Andi Schwartz (no relation) wrote a piece for Xtra about the many troubles gay and lesbian soldiers face in the Canadian Forces. It was given cover-story treatment in the 2012.02.23 issue. And, in essence, the story is factually wrong based on the reports of its own sources. Worse, Schwartz didn’t even bother asking the Department of National Defence for a comment.

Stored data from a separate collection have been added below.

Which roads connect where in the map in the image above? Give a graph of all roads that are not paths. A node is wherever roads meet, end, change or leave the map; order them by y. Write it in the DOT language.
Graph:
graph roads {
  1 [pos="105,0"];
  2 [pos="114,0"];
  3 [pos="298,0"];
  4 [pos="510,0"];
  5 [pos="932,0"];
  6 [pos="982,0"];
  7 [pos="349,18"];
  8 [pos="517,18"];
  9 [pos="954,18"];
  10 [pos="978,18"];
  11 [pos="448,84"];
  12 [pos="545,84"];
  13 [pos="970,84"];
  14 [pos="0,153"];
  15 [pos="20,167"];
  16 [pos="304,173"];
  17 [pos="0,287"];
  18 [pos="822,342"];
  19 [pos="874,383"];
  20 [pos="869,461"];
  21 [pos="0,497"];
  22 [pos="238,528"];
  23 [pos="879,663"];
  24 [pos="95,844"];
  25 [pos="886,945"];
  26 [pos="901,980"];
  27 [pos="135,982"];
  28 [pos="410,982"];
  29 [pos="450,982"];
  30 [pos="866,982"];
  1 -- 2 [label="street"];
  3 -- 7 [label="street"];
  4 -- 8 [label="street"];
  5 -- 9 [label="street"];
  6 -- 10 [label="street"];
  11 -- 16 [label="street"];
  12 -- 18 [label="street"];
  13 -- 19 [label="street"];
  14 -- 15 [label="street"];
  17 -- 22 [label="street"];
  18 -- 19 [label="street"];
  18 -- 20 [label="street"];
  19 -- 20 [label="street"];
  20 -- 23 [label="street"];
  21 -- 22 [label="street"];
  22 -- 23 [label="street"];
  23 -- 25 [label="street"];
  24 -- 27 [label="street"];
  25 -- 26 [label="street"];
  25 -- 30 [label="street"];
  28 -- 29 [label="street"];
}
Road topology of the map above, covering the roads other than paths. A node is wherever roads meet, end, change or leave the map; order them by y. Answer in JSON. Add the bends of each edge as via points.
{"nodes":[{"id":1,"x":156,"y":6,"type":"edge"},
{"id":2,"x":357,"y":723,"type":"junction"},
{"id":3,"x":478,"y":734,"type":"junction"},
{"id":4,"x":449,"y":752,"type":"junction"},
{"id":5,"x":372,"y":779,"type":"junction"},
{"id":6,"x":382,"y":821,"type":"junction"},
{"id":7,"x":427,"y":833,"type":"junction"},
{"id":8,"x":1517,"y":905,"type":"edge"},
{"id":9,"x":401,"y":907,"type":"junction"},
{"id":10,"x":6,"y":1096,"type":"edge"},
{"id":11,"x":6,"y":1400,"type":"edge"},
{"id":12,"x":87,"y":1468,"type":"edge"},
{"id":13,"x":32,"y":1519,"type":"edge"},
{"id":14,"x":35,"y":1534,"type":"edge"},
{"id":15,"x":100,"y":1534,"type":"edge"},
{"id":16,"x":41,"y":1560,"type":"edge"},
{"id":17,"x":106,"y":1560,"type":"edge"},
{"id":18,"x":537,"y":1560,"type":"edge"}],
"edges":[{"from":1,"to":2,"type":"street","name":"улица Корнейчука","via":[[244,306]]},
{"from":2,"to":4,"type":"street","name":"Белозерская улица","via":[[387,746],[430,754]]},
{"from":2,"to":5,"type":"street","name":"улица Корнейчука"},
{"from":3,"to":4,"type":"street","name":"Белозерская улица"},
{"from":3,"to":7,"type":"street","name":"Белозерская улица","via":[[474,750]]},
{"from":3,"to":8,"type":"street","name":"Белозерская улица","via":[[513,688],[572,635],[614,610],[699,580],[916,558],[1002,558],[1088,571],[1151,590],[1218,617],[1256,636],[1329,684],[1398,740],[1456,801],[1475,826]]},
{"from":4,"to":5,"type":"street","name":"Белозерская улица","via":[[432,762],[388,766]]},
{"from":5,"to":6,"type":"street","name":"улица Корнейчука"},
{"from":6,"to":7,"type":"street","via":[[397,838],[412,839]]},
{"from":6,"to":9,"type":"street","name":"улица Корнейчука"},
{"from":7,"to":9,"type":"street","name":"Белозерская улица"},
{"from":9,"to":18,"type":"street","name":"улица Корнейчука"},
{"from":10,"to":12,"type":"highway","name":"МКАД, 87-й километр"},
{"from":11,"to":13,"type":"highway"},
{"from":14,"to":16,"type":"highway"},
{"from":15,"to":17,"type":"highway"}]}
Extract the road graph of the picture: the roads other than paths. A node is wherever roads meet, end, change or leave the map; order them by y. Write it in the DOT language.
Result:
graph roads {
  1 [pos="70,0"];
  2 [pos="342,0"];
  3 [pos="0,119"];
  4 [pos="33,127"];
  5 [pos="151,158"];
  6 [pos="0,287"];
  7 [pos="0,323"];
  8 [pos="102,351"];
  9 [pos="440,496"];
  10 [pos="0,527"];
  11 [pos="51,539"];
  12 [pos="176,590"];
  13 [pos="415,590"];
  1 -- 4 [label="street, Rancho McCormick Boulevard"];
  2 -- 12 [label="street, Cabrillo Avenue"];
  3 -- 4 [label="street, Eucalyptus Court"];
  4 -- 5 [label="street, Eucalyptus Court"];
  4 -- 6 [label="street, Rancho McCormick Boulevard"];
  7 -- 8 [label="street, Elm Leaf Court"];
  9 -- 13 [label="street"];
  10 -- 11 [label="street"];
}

As such, I nominated “Gay in the Army” as the least ethical article of the year as published in the gay press. I did that nominating in a letter to the editors of Xtra – that really means the troublesome and dismissive Matt Mills – that the paper curiously cannot find room to publish even while copying and pasting blog comments into the printed newspaper. (I couldn’t find a way to contact Schwartz. I did find her on Twitter, which doesn’t count. Neither she nor Mills responded.)
I wrote:
If I understand Andi Schwartz correctly (and if I refer to the subhead of her article, which an editor probably wrote), the “Canadian military is still not a friendly space for gays and lesbians.” This is said to be true despite the fact that Schwartz could find only one documented case of homophobic mistreatment, which she admits was in fact addressed by the Department of National Defence. That incident is mysteriously entwined with Don’t Ask, Don’t Tell in the United States, despite the fact we live in a different country.
Then we have a quote from a soldier who began his service 18 years ago and hasn’t been in the army for a decade, yet admits things must have improved anyway. Schwartz follows it up with expert assessment that admitting open gays wouldn’t harm the army, including an equivalent assessment from Gary Kinsman, who, as if out of a playbook, decries the military for being “masculinist.” I assume Kinsman also decries synchronized swimming for being wet.
Then we have another gay servicemember openly stating that the military has its own complaint procedures in place, to which complainants don’t even necessarily have to resort (“the issue can sometimes be resolved between colleagues”).
Schwartz sums up the abuse gays face in the military, despite an almost complete lack of evidence proving the premise of the article, by quoting Kinsman saying what he’s probably said every time he’s been asked a similar question over the last two decades: “It’s the tip of the iceberg!” Schwartz’s own facts show otherwise.
What we have, then, is a cover story with so little factual basis as to be indistinguishable from no factual basis at all. The story was wrapped up in a hyperbolic headline like a pretty pink bow. Bad enough. But I fact-checked Schwartz’s ass. I confirmed with DND – twice! – that Andi Schwartz never once asked Defence for a statement on the topic. Schwartz failed to give one side a chance to comment, in one fell swoop branding her article as the year’s most unethical piece of gay journalism.
Eventually, gay activists are going to have to accept that some gay men want to join the army and that they can and do thrive there. Yet to accept that fact would, at the very least, also involve accepting that masculine gay men really exist and very much like the idea of a tough male environment where – again – they can thrive. The message of the gay press is that masculinity is valuable only inasmuch as FTMs claim to have it and hurts everyone else.